EXERCISE DETAILS
Repeat the records given below in full, with no changes.

Data excerpts
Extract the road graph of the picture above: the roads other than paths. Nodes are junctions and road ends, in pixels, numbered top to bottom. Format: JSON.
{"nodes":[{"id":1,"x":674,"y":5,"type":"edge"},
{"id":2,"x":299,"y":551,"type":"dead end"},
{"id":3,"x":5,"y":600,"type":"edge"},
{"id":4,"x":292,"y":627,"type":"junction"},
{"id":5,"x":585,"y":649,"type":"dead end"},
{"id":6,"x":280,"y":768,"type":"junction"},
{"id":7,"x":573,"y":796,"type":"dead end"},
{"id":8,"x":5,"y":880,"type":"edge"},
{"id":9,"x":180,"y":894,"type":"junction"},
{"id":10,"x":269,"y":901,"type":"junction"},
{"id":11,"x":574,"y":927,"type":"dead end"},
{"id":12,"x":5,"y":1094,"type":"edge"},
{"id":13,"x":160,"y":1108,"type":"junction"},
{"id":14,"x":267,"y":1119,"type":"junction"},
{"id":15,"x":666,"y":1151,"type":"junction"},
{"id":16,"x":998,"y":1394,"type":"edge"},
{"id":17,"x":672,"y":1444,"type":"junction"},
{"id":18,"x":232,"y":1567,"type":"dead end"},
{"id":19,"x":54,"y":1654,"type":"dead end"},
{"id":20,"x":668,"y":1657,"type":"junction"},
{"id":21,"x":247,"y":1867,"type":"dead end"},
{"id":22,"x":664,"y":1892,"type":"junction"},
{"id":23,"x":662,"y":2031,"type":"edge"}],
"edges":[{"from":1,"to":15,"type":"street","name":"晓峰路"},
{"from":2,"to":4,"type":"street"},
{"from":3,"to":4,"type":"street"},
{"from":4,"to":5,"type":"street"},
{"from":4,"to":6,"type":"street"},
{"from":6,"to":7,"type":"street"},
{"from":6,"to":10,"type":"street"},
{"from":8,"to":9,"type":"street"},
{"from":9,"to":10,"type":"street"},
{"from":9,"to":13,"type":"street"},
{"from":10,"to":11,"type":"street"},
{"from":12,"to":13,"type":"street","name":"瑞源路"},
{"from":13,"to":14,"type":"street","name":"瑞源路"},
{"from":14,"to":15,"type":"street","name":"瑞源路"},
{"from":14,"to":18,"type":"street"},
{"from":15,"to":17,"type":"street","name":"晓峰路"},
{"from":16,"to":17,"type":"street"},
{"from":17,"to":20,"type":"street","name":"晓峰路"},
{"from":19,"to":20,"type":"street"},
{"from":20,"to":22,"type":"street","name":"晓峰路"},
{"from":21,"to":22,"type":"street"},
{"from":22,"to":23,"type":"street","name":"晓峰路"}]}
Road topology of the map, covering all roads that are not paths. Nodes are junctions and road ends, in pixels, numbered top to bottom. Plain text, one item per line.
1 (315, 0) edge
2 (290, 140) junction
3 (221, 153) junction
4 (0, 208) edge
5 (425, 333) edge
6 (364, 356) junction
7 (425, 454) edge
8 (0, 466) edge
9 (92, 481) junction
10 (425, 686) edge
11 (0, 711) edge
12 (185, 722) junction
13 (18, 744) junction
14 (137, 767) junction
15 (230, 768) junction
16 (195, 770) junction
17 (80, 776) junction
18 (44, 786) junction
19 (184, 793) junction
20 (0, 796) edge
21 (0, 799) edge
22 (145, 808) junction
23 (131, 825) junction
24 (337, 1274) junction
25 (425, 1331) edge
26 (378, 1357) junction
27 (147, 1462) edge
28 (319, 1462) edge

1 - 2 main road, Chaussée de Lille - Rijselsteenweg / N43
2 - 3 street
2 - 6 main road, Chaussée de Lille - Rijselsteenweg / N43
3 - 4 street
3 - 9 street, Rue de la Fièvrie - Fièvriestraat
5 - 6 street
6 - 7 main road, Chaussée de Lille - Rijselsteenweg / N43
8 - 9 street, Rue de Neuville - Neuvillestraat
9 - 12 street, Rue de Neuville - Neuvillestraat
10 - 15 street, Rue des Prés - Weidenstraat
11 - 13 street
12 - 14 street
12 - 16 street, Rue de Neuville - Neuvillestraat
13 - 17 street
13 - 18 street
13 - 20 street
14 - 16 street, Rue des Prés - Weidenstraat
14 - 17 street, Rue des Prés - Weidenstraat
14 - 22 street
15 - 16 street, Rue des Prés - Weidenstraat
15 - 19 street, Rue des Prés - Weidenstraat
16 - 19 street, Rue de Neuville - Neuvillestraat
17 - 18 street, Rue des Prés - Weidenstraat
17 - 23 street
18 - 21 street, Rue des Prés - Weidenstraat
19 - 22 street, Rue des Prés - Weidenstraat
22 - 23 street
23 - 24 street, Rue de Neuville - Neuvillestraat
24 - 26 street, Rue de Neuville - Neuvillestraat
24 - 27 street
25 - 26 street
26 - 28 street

RESULT FOR THIS EXERCISE
Extract the road graph of the picture above: the roads other than paths. Nodes are junctions and road ends, in pixels, numbered top to bottom. Format: JSON.
{"nodes":[{"id":1,"x":674,"y":5,"type":"edge"},
{"id":2,"x":299,"y":551,"type":"dead end"},
{"id":3,"x":5,"y":600,"type":"edge"},
{"id":4,"x":292,"y":627,"type":"junction"},
{"id":5,"x":585,"y":649,"type":"dead end"},
{"id":6,"x":280,"y":768,"type":"junction"},
{"id":7,"x":573,"y":796,"type":"dead end"},
{"id":8,"x":5,"y":880,"type":"edge"},
{"id":9,"x":180,"y":894,"type":"junction"},
{"id":10,"x":269,"y":901,"type":"junction"},
{"id":11,"x":574,"y":927,"type":"dead end"},
{"id":12,"x":5,"y":1094,"type":"edge"},
{"id":13,"x":160,"y":1108,"type":"junction"},
{"id":14,"x":267,"y":1119,"type":"junction"},
{"id":15,"x":666,"y":1151,"type":"junction"},
{"id":16,"x":998,"y":1394,"type":"edge"},
{"id":17,"x":672,"y":1444,"type":"junction"},
{"id":18,"x":232,"y":1567,"type":"dead end"},
{"id":19,"x":54,"y":1654,"type":"dead end"},
{"id":20,"x":668,"y":1657,"type":"junction"},
{"id":21,"x":247,"y":1867,"type":"dead end"},
{"id":22,"x":664,"y":1892,"type":"junction"},
{"id":23,"x":662,"y":2031,"type":"edge"}],
"edges":[{"from":1,"to":15,"type":"street","name":"晓峰路"},
{"from":2,"to":4,"type":"street"},
{"from":3,"to":4,"type":"street"},
{"from":4,"to":5,"type":"street"},
{"from":4,"to":6,"type":"street"},
{"from":6,"to":7,"type":"street"},
{"from":6,"to":10,"type":"street"},
{"from":8,"to":9,"type":"street"},
{"from":9,"to":10,"type":"street"},
{"from":9,"to":13,"type":"street"},
{"from":10,"to":11,"type":"street"},
{"from":12,"to":13,"type":"street","name":"瑞源路"},
{"from":13,"to":14,"type":"street","name":"瑞源路"},
{"from":14,"to":15,"type":"street","name":"瑞源路"},
{"from":14,"to":18,"type":"street"},
{"from":15,"to":17,"type":"street","name":"晓峰路"},
{"from":16,"to":17,"type":"street"},
{"from":17,"to":20,"type":"street","name":"晓峰路"},
{"from":19,"to":20,"type":"street"},
{"from":20,"to":22,"type":"street","name":"晓峰路"},
{"from":21,"to":22,"type":"street"},
{"from":22,"to":23,"type":"street","name":"晓峰路"}]}
Road topology of the map, covering all roads that are not paths. Nodes are junctions and road ends, in pixels, numbered top to bottom. Plain text, one item per line.
1 (315, 0) edge
2 (290, 140) junction
3 (221, 153) junction
4 (0, 208) edge
5 (425, 333) edge
6 (364, 356) junction
7 (425, 454) edge
8 (0, 466) edge
9 (92, 481) junction
10 (425, 686) edge
11 (0, 711) edge
12 (185, 722) junction
13 (18, 744) junction
14 (137, 767) junction
15 (230, 768) junction
16 (195, 770) junction
17 (80, 776) junction
18 (44, 786) junction
19 (184, 793) junction
20 (0, 796) edge
21 (0, 799) edge
22 (145, 808) junction
23 (131, 825) junction
24 (337, 1274) junction
25 (425, 1331) edge
26 (378, 1357) junction
27 (147, 1462) edge
28 (319, 1462) edge

1 - 2 main road, Chaussée de Lille - Rijselsteenweg / N43
2 - 3 street
2 - 6 main road, Chaussée de Lille - Rijselsteenweg / N43
3 - 4 street
3 - 9 street, Rue de la Fièvrie - Fièvriestraat
5 - 6 street
6 - 7 main road, Chaussée de Lille - Rijselsteenweg / N43
8 - 9 street, Rue de Neuville - Neuvillestraat
9 - 12 street, Rue de Neuville - Neuvillestraat
10 - 15 street, Rue des Prés - Weidenstraat
11 - 13 street
12 - 14 street
12 - 16 street, Rue de Neuville - Neuvillestraat
13 - 17 street
13 - 18 street
13 - 20 street
14 - 16 street, Rue des Prés - Weidenstraat
14 - 17 street, Rue des Prés - Weidenstraat
14 - 22 street
15 - 16 street, Rue des Prés - Weidenstraat
15 - 19 street, Rue des Prés - Weidenstraat
16 - 19 street, Rue de Neuville - Neuvillestraat
17 - 18 street, Rue des Prés - Weidenstraat
17 - 23 street
18 - 21 street, Rue des Prés - Weidenstraat
19 - 22 street, Rue des Prés - Weidenstraat
22 - 23 street
23 - 24 street, Rue de Neuville - Neuvillestraat
24 - 26 street, Rue de Neuville - Neuvillestraat
24 - 27 street
25 - 26 street
26 - 28 street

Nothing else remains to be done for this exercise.